The broadest version of this research studies the differential use of currency (Mulligan) and uneven access to stock and other financial markets among families and firms stratified by income (Hansen and prospective new faculty member John Heaton). Townsend does the same in his study of Hispanic and African American minorities in Chicago neighborhoods. What imperfections account for striking anomalies, that is, for the use of limited financial instruments and for limited market access in the face of apparent benefits? Note again that the larger the barrier to access, the greater is the potential role (or burden) of the family if not of networks of friends and relatives.

Research on labor markets continues at Chicago unabated. Jim Heckman is extending his pioneering research on labor markets to Latin America (with Fernando Alvarez), coordinating with the Inter-American Development Bank on improving the collection and use of labor market surveys. Heckman's recent efforts have focused on whether or not to subsidize college attendance to reduce wage inequality, and more generally how to evaluate labor market programs. As noted, Mulligan is studying occupational choice. Member Kevin Murphy continues to look at differential labor market participation among males and females, a theme which ties into the work of Chiappori on the family unit mentioned earlier.

One can thus place the behavior of family/household units in the larger context of institutions and markets, and as is already apparent, this has implications for the evolution of a given economy over time. We are thus led to the study of economic growth, a particular strength at Chicago.
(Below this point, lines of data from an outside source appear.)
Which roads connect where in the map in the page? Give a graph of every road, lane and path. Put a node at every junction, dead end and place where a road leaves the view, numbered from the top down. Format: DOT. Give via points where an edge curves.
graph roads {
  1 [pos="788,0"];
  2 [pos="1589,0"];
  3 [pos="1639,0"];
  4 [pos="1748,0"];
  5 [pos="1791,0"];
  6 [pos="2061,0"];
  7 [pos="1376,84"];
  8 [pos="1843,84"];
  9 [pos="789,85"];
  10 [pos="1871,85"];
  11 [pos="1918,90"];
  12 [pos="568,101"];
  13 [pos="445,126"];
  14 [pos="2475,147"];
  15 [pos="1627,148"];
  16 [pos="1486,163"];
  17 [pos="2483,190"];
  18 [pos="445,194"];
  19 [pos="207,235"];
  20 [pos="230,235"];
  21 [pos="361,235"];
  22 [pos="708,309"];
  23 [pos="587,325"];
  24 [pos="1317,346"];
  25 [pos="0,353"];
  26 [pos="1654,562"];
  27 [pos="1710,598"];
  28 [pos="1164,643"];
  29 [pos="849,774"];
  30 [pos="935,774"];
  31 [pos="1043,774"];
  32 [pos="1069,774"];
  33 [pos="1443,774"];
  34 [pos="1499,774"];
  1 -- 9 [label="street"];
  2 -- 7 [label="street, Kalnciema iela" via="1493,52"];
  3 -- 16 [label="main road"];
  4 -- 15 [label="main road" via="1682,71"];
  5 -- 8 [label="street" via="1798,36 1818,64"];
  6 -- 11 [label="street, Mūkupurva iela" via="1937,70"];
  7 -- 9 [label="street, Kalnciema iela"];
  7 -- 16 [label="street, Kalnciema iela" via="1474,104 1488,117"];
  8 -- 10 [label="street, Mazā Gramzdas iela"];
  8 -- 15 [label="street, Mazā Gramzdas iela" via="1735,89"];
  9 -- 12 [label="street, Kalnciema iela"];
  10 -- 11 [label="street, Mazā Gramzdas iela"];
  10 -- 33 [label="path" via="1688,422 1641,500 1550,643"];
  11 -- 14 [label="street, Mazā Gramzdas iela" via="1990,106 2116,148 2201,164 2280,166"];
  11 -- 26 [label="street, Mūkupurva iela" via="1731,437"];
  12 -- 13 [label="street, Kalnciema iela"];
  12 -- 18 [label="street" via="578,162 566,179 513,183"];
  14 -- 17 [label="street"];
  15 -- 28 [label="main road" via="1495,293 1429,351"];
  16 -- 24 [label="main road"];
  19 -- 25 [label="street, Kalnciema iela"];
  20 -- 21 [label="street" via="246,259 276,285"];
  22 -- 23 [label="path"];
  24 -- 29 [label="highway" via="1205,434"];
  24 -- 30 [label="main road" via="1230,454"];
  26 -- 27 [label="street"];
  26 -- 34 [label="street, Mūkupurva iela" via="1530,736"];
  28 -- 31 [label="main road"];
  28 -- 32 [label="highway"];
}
Becker and Murphy continue to work on fertility and growth, Becker and Nancy Stokey focus on the family's investment in children's education, hence their seminal contributions to the literature on human capital and growth. Member David Meltzer has studied health and mortality and its impact on growth (see "Health" project list).

The latest work of James Heckman on wage inequality on job-training programs suggests that micro program evaluation is not ultimately possible without theoretical, general-equilibrium, dynamic underpinnings. One of the most important of these lessons is that there is no inherent method of choice for conducting program evaluations. The choice between experimental and non-experimental methods, or among alternative econometric estimators, should be guided by the underlying economic models, the available data, and the questions being addressed. Too much emphasis has been placed on formulating alternative econometric methods to correct for selection bias and too little given to the quality of the underlying data. Though it is expensive, obtaining better data is the only way to solve the evaluation problem in a convincing way. However, better data are not synonymous with social experiments.

We conclude with a note on methods and character that may have been missed in the discussion above. First is the emphasis on theoretical underpinnings, that is, the explicit modeling of incentives, to name one of several examples. Second is the increasingly international and empirical character of the research and faculty here at Chicago, with projects and new measurements in Europe, Latin America, and Asia. Finally, to recapitulate: the idea is not simply to postulate a model and then accept or reject it empirically, with existing or new data, but rather to consider a broader range of models and ask how models vary in their ability to explain salient features of the data. More generally, the work of Chiappori, Hansen, Heckman, and Townsend is general-equilibrium in character but microeconomic in its fitting to data. This raises many challenging methodological issues, e.g. how to test when the models are not nested and some of the micro data is at variance with a given model.